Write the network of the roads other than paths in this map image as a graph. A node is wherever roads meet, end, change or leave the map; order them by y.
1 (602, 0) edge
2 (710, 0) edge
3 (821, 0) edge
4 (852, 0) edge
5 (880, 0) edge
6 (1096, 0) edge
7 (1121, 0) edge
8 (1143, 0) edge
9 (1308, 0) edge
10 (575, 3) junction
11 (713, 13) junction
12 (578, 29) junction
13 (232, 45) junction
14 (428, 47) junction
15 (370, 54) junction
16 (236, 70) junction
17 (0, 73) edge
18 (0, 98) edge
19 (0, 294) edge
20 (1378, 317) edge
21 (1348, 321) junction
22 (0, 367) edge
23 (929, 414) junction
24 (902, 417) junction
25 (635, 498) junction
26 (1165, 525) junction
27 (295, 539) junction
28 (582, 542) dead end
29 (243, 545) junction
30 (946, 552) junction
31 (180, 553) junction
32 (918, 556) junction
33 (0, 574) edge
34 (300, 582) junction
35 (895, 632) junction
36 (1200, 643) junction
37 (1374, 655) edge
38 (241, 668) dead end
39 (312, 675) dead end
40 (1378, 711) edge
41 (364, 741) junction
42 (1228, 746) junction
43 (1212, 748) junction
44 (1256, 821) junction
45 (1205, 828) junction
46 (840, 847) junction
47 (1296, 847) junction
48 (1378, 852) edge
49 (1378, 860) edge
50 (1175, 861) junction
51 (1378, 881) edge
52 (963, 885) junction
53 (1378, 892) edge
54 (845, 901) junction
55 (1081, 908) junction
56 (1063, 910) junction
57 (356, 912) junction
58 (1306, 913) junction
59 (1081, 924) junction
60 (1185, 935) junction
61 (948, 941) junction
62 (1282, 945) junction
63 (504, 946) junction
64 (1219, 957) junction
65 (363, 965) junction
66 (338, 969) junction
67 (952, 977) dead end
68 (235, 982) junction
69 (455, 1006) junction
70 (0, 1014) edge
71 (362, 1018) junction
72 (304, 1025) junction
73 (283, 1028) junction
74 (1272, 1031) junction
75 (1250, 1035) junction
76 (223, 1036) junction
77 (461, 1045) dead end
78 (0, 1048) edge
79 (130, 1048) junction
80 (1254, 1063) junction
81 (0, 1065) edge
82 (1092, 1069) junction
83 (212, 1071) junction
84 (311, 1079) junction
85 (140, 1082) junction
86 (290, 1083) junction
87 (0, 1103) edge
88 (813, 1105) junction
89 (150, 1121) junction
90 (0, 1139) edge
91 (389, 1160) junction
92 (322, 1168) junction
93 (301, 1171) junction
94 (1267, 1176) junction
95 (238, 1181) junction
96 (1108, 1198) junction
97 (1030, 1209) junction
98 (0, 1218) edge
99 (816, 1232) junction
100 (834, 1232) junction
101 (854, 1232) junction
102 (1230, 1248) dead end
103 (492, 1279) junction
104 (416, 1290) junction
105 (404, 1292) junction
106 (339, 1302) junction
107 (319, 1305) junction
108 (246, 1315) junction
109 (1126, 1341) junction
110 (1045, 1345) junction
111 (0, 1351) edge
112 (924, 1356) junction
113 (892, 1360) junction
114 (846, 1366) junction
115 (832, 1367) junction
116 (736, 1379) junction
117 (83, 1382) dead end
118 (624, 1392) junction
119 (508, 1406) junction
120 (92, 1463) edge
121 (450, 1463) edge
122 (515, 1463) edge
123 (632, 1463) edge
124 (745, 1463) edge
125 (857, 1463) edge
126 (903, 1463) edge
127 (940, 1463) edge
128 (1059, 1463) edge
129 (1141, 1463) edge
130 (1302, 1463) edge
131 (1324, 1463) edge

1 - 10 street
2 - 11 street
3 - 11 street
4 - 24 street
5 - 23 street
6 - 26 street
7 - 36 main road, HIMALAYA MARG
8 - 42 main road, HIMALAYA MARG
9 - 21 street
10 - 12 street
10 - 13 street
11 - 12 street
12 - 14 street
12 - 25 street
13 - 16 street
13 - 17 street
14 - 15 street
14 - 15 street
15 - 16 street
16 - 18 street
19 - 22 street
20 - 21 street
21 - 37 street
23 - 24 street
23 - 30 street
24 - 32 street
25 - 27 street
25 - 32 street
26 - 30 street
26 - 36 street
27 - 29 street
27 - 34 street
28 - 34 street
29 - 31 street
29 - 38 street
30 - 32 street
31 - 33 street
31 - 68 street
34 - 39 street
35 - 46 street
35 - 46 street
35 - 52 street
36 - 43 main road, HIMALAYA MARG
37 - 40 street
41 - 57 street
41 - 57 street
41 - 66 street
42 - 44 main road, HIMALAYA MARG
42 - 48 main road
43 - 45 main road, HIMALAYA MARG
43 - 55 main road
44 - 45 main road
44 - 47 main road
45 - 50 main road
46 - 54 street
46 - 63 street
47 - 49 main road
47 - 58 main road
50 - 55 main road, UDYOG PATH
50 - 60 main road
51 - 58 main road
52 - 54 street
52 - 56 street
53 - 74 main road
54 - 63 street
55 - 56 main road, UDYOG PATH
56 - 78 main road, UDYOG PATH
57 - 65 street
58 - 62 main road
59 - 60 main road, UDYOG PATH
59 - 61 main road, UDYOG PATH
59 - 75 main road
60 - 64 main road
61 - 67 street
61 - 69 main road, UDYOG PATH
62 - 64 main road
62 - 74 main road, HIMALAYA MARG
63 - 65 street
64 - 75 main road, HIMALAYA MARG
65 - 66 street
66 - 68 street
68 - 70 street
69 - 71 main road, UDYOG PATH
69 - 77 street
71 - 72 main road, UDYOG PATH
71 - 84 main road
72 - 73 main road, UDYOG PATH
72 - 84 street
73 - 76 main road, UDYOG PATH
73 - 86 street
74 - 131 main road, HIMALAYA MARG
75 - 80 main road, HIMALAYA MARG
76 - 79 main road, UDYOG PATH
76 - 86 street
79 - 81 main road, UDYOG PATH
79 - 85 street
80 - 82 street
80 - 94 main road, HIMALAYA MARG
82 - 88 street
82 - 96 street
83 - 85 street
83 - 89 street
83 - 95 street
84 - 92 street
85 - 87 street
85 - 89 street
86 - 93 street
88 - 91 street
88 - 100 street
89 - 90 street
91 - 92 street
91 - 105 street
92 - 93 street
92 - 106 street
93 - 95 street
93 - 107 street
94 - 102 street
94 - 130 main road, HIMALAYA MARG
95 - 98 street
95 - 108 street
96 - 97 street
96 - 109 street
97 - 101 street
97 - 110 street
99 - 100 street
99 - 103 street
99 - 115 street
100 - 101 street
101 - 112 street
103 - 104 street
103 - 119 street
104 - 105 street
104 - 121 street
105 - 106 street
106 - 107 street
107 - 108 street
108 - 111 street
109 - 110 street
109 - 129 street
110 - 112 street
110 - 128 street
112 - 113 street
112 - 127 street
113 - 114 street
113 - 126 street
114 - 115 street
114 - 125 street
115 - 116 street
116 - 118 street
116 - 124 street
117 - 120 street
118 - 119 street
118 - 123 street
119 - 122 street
• • • • • • •
* TASK DIRECTIONS:
Your task is to retype the records precisely as they stand.

* REPLY TO THE EXERCISE:
Write the network of the roads other than paths in this map image as a graph. A node is wherever roads meet, end, change or leave the map; order them by y.
1 (602, 0) edge
2 (710, 0) edge
3 (821, 0) edge
4 (852, 0) edge
5 (880, 0) edge
6 (1096, 0) edge
7 (1121, 0) edge
8 (1143, 0) edge
9 (1308, 0) edge
10 (575, 3) junction
11 (713, 13) junction
12 (578, 29) junction
13 (232, 45) junction
14 (428, 47) junction
15 (370, 54) junction
16 (236, 70) junction
17 (0, 73) edge
18 (0, 98) edge
19 (0, 294) edge
20 (1378, 317) edge
21 (1348, 321) junction
22 (0, 367) edge
23 (929, 414) junction
24 (902, 417) junction
25 (635, 498) junction
26 (1165, 525) junction
27 (295, 539) junction
28 (582, 542) dead end
29 (243, 545) junction
30 (946, 552) junction
31 (180, 553) junction
32 (918, 556) junction
33 (0, 574) edge
34 (300, 582) junction
35 (895, 632) junction
36 (1200, 643) junction
37 (1374, 655) edge
38 (241, 668) dead end
39 (312, 675) dead end
40 (1378, 711) edge
41 (364, 741) junction
42 (1228, 746) junction
43 (1212, 748) junction
44 (1256, 821) junction
45 (1205, 828) junction
46 (840, 847) junction
47 (1296, 847) junction
48 (1378, 852) edge
49 (1378, 860) edge
50 (1175, 861) junction
51 (1378, 881) edge
52 (963, 885) junction
53 (1378, 892) edge
54 (845, 901) junction
55 (1081, 908) junction
56 (1063, 910) junction
57 (356, 912) junction
58 (1306, 913) junction
59 (1081, 924) junction
60 (1185, 935) junction
61 (948, 941) junction
62 (1282, 945) junction
63 (504, 946) junction
64 (1219, 957) junction
65 (363, 965) junction
66 (338, 969) junction
67 (952, 977) dead end
68 (235, 982) junction
69 (455, 1006) junction
70 (0, 1014) edge
71 (362, 1018) junction
72 (304, 1025) junction
73 (283, 1028) junction
74 (1272, 1031) junction
75 (1250, 1035) junction
76 (223, 1036) junction
77 (461, 1045) dead end
78 (0, 1048) edge
79 (130, 1048) junction
80 (1254, 1063) junction
81 (0, 1065) edge
82 (1092, 1069) junction
83 (212, 1071) junction
84 (311, 1079) junction
85 (140, 1082) junction
86 (290, 1083) junction
87 (0, 1103) edge
88 (813, 1105) junction
89 (150, 1121) junction
90 (0, 1139) edge
91 (389, 1160) junction
92 (322, 1168) junction
93 (301, 1171) junction
94 (1267, 1176) junction
95 (238, 1181) junction
96 (1108, 1198) junction
97 (1030, 1209) junction
98 (0, 1218) edge
99 (816, 1232) junction
100 (834, 1232) junction
101 (854, 1232) junction
102 (1230, 1248) dead end
103 (492, 1279) junction
104 (416, 1290) junction
105 (404, 1292) junction
106 (339, 1302) junction
107 (319, 1305) junction
108 (246, 1315) junction
109 (1126, 1341) junction
110 (1045, 1345) junction
111 (0, 1351) edge
112 (924, 1356) junction
113 (892, 1360) junction
114 (846, 1366) junction
115 (832, 1367) junction
116 (736, 1379) junction
117 (83, 1382) dead end
118 (624, 1392) junction
119 (508, 1406) junction
120 (92, 1463) edge
121 (450, 1463) edge
122 (515, 1463) edge
123 (632, 1463) edge
124 (745, 1463) edge
125 (857, 1463) edge
126 (903, 1463) edge
127 (940, 1463) edge
128 (1059, 1463) edge
129 (1141, 1463) edge
130 (1302, 1463) edge
131 (1324, 1463) edge

1 - 10 street
2 - 11 street
3 - 11 street
4 - 24 street
5 - 23 street
6 - 26 street
7 - 36 main road, HIMALAYA MARG
8 - 42 main road, HIMALAYA MARG
9 - 21 street
10 - 12 street
10 - 13 street
11 - 12 street
12 - 14 street
12 - 25 street
13 - 16 street
13 - 17 street
14 - 15 street
14 - 15 street
15 - 16 street
16 - 18 street
19 - 22 street
20 - 21 street
21 - 37 street
23 - 24 street
23 - 30 street
24 - 32 street
25 - 27 street
25 - 32 street
26 - 30 street
26 - 36 street
27 - 29 street
27 - 34 street
28 - 34 street
29 - 31 street
29 - 38 street
30 - 32 street
31 - 33 street
31 - 68 street
34 - 39 street
35 - 46 street
35 - 46 street
35 - 52 street
36 - 43 main road, HIMALAYA MARG
37 - 40 street
41 - 57 street
41 - 57 street
41 - 66 street
42 - 44 main road, HIMALAYA MARG
42 - 48 main road
43 - 45 main road, HIMALAYA MARG
43 - 55 main road
44 - 45 main road
44 - 47 main road
45 - 50 main road
46 - 54 street
46 - 63 street
47 - 49 main road
47 - 58 main road
50 - 55 main road, UDYOG PATH
50 - 60 main road
51 - 58 main road
52 - 54 street
52 - 56 street
53 - 74 main road
54 - 63 street
55 - 56 main road, UDYOG PATH
56 - 78 main road, UDYOG PATH
57 - 65 street
58 - 62 main road
59 - 60 main road, UDYOG PATH
59 - 61 main road, UDYOG PATH
59 - 75 main road
60 - 64 main road
61 - 67 street
61 - 69 main road, UDYOG PATH
62 - 64 main road
62 - 74 main road, HIMALAYA MARG
63 - 65 street
64 - 75 main road, HIMALAYA MARG
65 - 66 street
66 - 68 street
68 - 70 street
69 - 71 main road, UDYOG PATH
69 - 77 street
71 - 72 main road, UDYOG PATH
71 - 84 main road
72 - 73 main road, UDYOG PATH
72 - 84 street
73 - 76 main road, UDYOG PATH
73 - 86 street
74 - 131 main road, HIMALAYA MARG
75 - 80 main road, HIMALAYA MARG
76 - 79 main road, UDYOG PATH
76 - 86 street
79 - 81 main road, UDYOG PATH
79 - 85 street
80 - 82 street
80 - 94 main road, HIMALAYA MARG
82 - 88 street
82 - 96 street
83 - 85 street
83 - 89 street
83 - 95 street
84 - 92 street
85 - 87 street
85 - 89 street
86 - 93 street
88 - 91 street
88 - 100 street
89 - 90 street
91 - 92 street
91 - 105 street
92 - 93 street
92 - 106 street
93 - 95 street
93 - 107 street
94 - 102 street
94 - 130 main road, HIMALAYA MARG
95 - 98 street
95 - 108 street
96 - 97 street
96 - 109 street
97 - 101 street
97 - 110 street
99 - 100 street
99 - 103 street
99 - 115 street
100 - 101 street
101 - 112 street
103 - 104 street
103 - 119 street
104 - 105 street
104 - 121 street
105 - 106 street
106 - 107 street
107 - 108 street
108 - 111 street
109 - 110 street
109 - 129 street
110 - 112 street
110 - 128 street
112 - 113 street
112 - 127 street
113 - 114 street
113 - 126 street
114 - 115 street
114 - 125 street
115 - 116 street
116 - 118 street
116 - 124 street
117 - 120 street
118 - 119 street
118 - 123 street
119 - 122 street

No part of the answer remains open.